Once you know the syntax, it is straightforward to change the value of objects as can be seen here:

% $s set [list [list sysContact.0 "OCTET STRING" "Joe Sloan"] ]
{1.3.6.1.2.1.1.4.0 {OCTET STRING} {Joe Sloan}}
% $s get sysContact.0
{1.3.6.1.2.1.1.4.0 {OCTET STRING} {Joe Sloan}}

Notice that after the object is set, I have retrieved it to verify the operation. I strongly recommend doing this each time you change something.

If you aren't familiar with Tcl, then defining a trap handler will seem arcane. Here is an example:

% % proc traphandler {ip list} {
     set msg "SNMP trap from $ip:"
     foreach vb $list {
         append msg " [mib name [lindex $vb 0]]=\"[lindex $vb 2]\""
     }
     puts stderr $msg
  }
% set t [snmp session -port 162]
snmp1
% $t bind "" trap {traphandler %A "%V"}

Once the trap handler is defined, we can test it by interrupting the power to the UPS by unplugging the UPS.[32] This test generated the following trap messages:

[32]This is OK with this particular UPS. In fact, it's suggested in the documentation. However, you don't want to do this with just any UPS. While UPSs are designed to deal with power interruptions, some are not necessarily designed to deal with the ground being removed, as happens when you unplug a UPS.

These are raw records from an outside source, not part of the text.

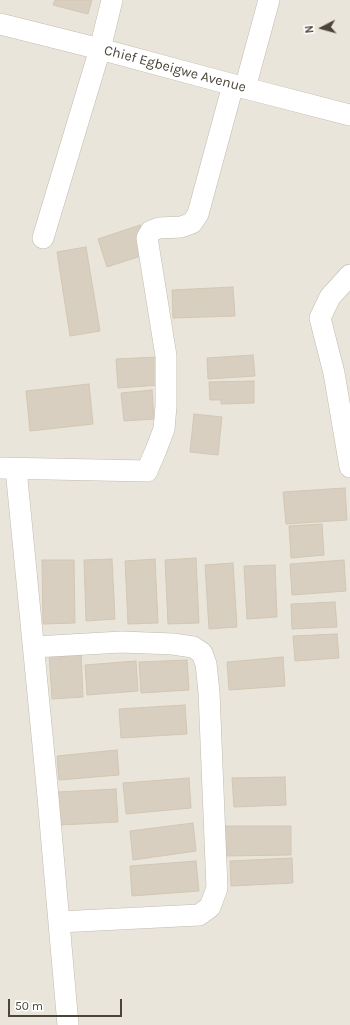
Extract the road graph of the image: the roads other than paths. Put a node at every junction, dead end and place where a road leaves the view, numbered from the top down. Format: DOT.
graph roads {
  1 [pos="112,0"];
  2 [pos="269,0"];
  3 [pos="0,24"];
  4 [pos="100,49"];
  5 [pos="239,87"];
  6 [pos="350,115"];
  7 [pos="43,238"];
  8 [pos="350,275"];
  9 [pos="350,467"];
  10 [pos="8,469"];
  11 [pos="34,647"];
  12 [pos="59,922"];
  13 [pos="68,1025"];
  1 -- 4 [label="street"];
  2 -- 5 [label="street"];
  3 -- 4 [label="street, Chief Egbeigwe Avenue"];
  4 -- 5 [label="street, Chief Egbeigwe Avenue"];
  4 -- 7 [label="street"];
  5 -- 6 [label="street, Chief Egbeigwe Avenue"];
  5 -- 10 [label="street"];
  8 -- 9 [label="street"];
  10 -- 11 [label="street"];
  11 -- 12 [label="street"];
  11 -- 12 [label="street"];
  12 -- 13 [label="street"];
}
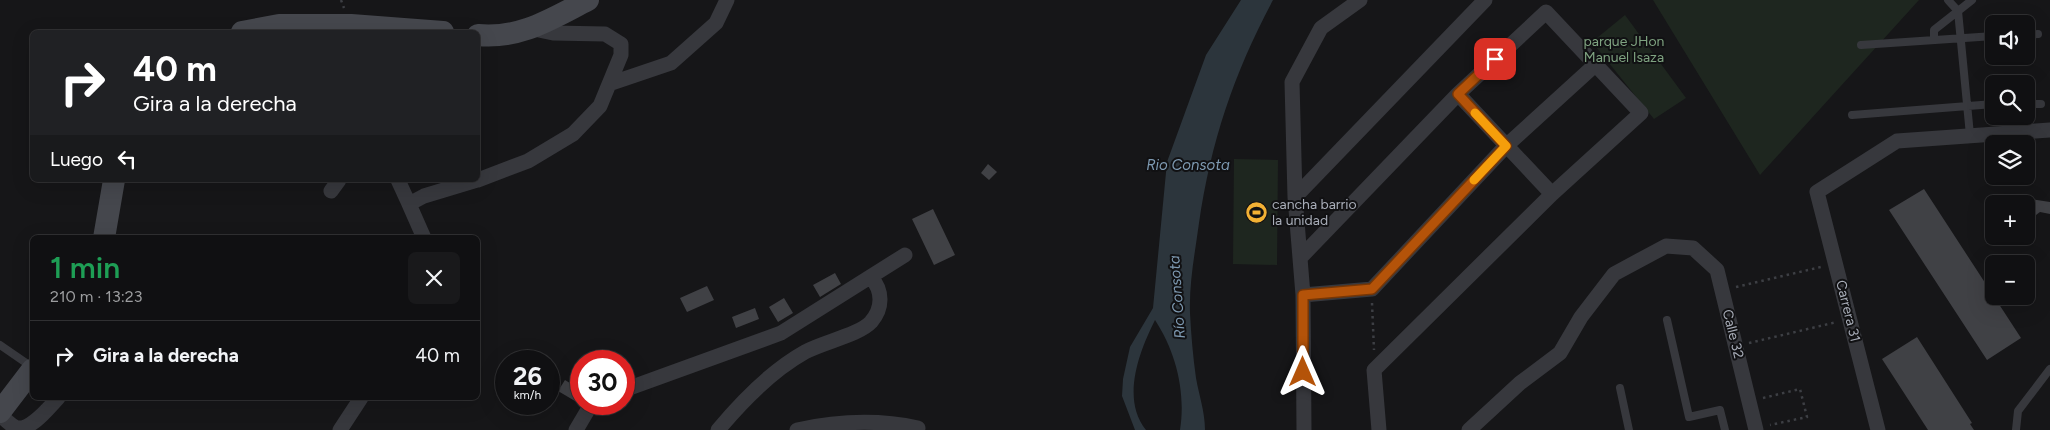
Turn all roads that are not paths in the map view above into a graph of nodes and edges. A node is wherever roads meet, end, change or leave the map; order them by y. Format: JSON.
{"nodes":[{"id":1,"x":588,"y":0,"type":"edge"},
{"id":2,"x":727,"y":0,"type":"edge"},
{"id":3,"x":1360,"y":0,"type":"edge"},
{"id":4,"x":1485,"y":0,"type":"edge"},
{"id":5,"x":1948,"y":0,"type":"edge"},
{"id":6,"x":1972,"y":0,"type":"edge"},
{"id":7,"x":1958,"y":11,"type":"junction"},
{"id":8,"x":534,"y":29,"type":"junction"},
{"id":9,"x":255,"y":30,"type":"edge"},
{"id":10,"x":417,"y":30,"type":"edge"},
{"id":11,"x":2035,"y":34,"type":"edge"},
{"id":12,"x":2038,"y":34,"type":"dead end"},
{"id":13,"x":480,"y":35,"type":"edge"},
{"id":14,"x":1985,"y":36,"type":"edge"},
{"id":15,"x":1961,"y":37,"type":"junction"},
{"id":16,"x":1934,"y":39,"type":"junction"},
{"id":17,"x":1861,"y":45,"type":"dead end"},
{"id":18,"x":1595,"y":65,"type":"junction"},
{"id":19,"x":609,"y":84,"type":"junction"},
{"id":20,"x":1458,"y":94,"type":"junction"},
{"id":21,"x":1985,"y":104,"type":"edge"},
{"id":22,"x":2035,"y":104,"type":"edge"},
{"id":23,"x":2041,"y":104,"type":"dead end"},
{"id":24,"x":1967,"y":105,"type":"junction"},
{"id":25,"x":1852,"y":115,"type":"dead end"},
{"id":26,"x":2050,"y":130,"type":"edge"},
{"id":27,"x":1970,"y":135,"type":"junction"},
{"id":28,"x":1506,"y":146,"type":"junction"},
{"id":29,"x":480,"y":179,"type":"edge"},
{"id":30,"x":114,"y":182,"type":"edge"},
{"id":31,"x":399,"y":182,"type":"edge"},
{"id":32,"x":470,"y":182,"type":"edge"},
{"id":33,"x":1552,"y":194,"type":"junction"},
{"id":34,"x":1295,"y":198,"type":"junction"},
{"id":35,"x":409,"y":204,"type":"junction"},
{"id":36,"x":105,"y":235,"type":"edge"},
{"id":37,"x":423,"y":235,"type":"edge"},
{"id":38,"x":905,"y":255,"type":"dead end"},
{"id":39,"x":1300,"y":258,"type":"junction"},
{"id":40,"x":871,"y":277,"type":"junction"},
{"id":41,"x":1303,"y":295,"type":"junction"},
{"id":42,"x":1667,"y":320,"type":"dead end"},
{"id":43,"x":0,"y":345,"type":"edge"},
{"id":44,"x":30,"y":368,"type":"edge"},
{"id":45,"x":2050,"y":369,"type":"edge"},
{"id":46,"x":30,"y":372,"type":"edge"},
{"id":47,"x":635,"y":386,"type":"edge"},
{"id":48,"x":1620,"y":388,"type":"dead end"},
{"id":49,"x":56,"y":400,"type":"edge"},
{"id":50,"x":360,"y":400,"type":"edge"},
{"id":51,"x":0,"y":414,"type":"edge"},
{"id":52,"x":585,"y":415,"type":"edge"},
{"id":53,"x":918,"y":428,"type":"dead end"},
{"id":54,"x":1756,"y":429,"type":"edge"},
{"id":55,"x":340,"y":430,"type":"edge"},
{"id":56,"x":576,"y":430,"type":"edge"},
{"id":57,"x":718,"y":430,"type":"edge"},
{"id":58,"x":797,"y":430,"type":"edge"},
{"id":59,"x":1304,"y":430,"type":"edge"},
{"id":60,"x":1379,"y":430,"type":"edge"},
{"id":61,"x":1469,"y":430,"type":"edge"},
{"id":62,"x":1629,"y":430,"type":"edge"},
{"id":63,"x":1725,"y":430,"type":"edge"},
{"id":64,"x":1878,"y":430,"type":"edge"},
{"id":65,"x":2016,"y":430,"type":"edge"}],
"edges":[{"from":1,"to":8,"type":"main road"},
{"from":2,"to":19,"type":"street"},
{"from":3,"to":34,"type":"street"},
{"from":4,"to":34,"type":"street"},
{"from":5,"to":7,"type":"lane"},
{"from":6,"to":7,"type":"lane"},
{"from":7,"to":15,"type":"lane"},
{"from":7,"to":16,"type":"lane"},
{"from":8,"to":13,"type":"main road"},
{"from":8,"to":19,"type":"street"},
{"from":9,"to":10,"type":"main road"},
{"from":11,"to":12,"type":"lane"},
{"from":14,"to":15,"type":"lane"},
{"from":15,"to":16,"type":"lane"},
{"from":15,"to":24,"type":"lane"},
{"from":16,"to":17,"type":"lane"},
{"from":18,"to":20,"type":"street"},
{"from":18,"to":28,"type":"street"},
{"from":18,"to":33,"type":"street"},
{"from":19,"to":29,"type":"street"},
{"from":20,"to":28,"type":"street"},
{"from":20,"to":39,"type":"street"},
{"from":21,"to":24,"type":"lane"},
{"from":22,"to":23,"type":"lane"},
{"from":24,"to":25,"type":"lane"},
{"from":24,"to":27,"type":"lane"},
{"from":26,"to":27,"type":"street"},
{"from":27,"to":64,"type":"street","name":"Carrera 31"},
{"from":28,"to":33,"type":"street"},
{"from":28,"to":41,"type":"street"},
{"from":30,"to":36,"type":"main road"},
{"from":31,"to":35,"type":"street"},
{"from":32,"to":35,"type":"street"},
{"from":33,"to":60,"type":"street"},
{"from":34,"to":39,"type":"street"},
{"from":35,"to":37,"type":"street"},
{"from":38,"to":40,"type":"street"},
{"from":39,"to":41,"type":"street"},
{"from":40,"to":47,"type":"street"},
{"from":40,"to":57,"type":"street"},
{"from":41,"to":59,"type":"street"},
{"from":42,"to":63,"type":"lane"},
{"from":43,"to":44,"type":"lane"},
{"from":45,"to":65,"type":"lane"},
{"from":46,"to":51,"type":"main road"},
{"from":48,"to":62,"type":"lane"},
{"from":49,"to":51,"type":"street"},
{"from":50,"to":55,"type":"street"},
{"from":52,"to":56,"type":"street"},
{"from":53,"to":58,"type":"street"},
{"from":54,"to":61,"type":"street","name":"Calle 32"}]}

% SNMP trap from 172.16.1.5: sysUpTime.0="2d 21:15:50.44" snmpTrapOID.0="PowerNe
t-MIB!upsOnBattery" smartUPS700="57:41:52:4E:49:4E:47:3A:20:54:68:65:20:55:50:53
:20:6F:6E:20:73:65:72:69:61:6C:20:70:6F:72:74:20:31:20:69:73:20:6F:6E:20:62:61:7
4:74:65:72:79:20:62:61:63:6B:75:70:20:70:6F:77:65:72:2E" snmpTrapEnterprise.0="a
pc"
SNMP trap from 172.16.1.5: sysUpTime.0="2d 21:15:50.55" snmpTrapOID.0="1.3.6.1.2
.1.33.2.0.1" upsEstimatedMinutesRemaining="31" upsSecondsOnBattery="0" upsConfig
LowBattTime="2" snmpTrapEnterprise.0="upsTraps"
SNMP trap from 172.16.1.5: sysUpTime.0="2d 21:15:50.66" snmpTrapOID.0="1.3.6.1.2
.1.33.2.0.3" upsAlarmId="12" upsAlarmDescr="UPS-MIB!upsAlarmInputBad" snmpTrapEn
terprise.0="upsTraps"
SNMP trap from 172.16.1.5: sysUpTime.0="2d 21:15:55.27" snmpTrapOID.0="1.3.6.1.2
.1.33.2.0.4" upsAlarmId="11" upsAlarmDescr="UPS-MIB!upsAlarmOnBattery" snmpTrapE
nterprise.0="upsTraps"
SNMP trap from 172.16.1.5: sysUpTime.0="2d 21:15:55.38" snmpTrapOID.0="1.3.6.1.2
.1.33.2.0.4" upsAlarmId="12" upsAlarmDescr="UPS-MIB!upsAlarmInputBad" snmpTrapEn
terprise.0="upsTraps"
SNMP trap from 172.16.1.5: sysUpTime.0="2d 21:15:55.50" snmpTrapOID.0="PowerNet-
MIB!powerRestored" smartUPS700="49:4E:46:4F:52:4D:41:54:49:4F:4E:3A:20:4E:6F:72:
6D:61:6C:20:70:6F:77:65:72:20:68:61:73:20:62:65:65:6E:20:72:65:73:74:6F:72:65:64
:20:74:6F:20:74:68:65:20:55:50:53:20:6F:6E:20:73:65:72:69:61:6C:20:70:6F:72:74:2
0:31:2E" snmpTrapEnterprise.0="apc"

From this example, you can see a sequence of traps as the power is lost and restored. Most messages should be self-explanatory, and all are explained in the UPS documentation.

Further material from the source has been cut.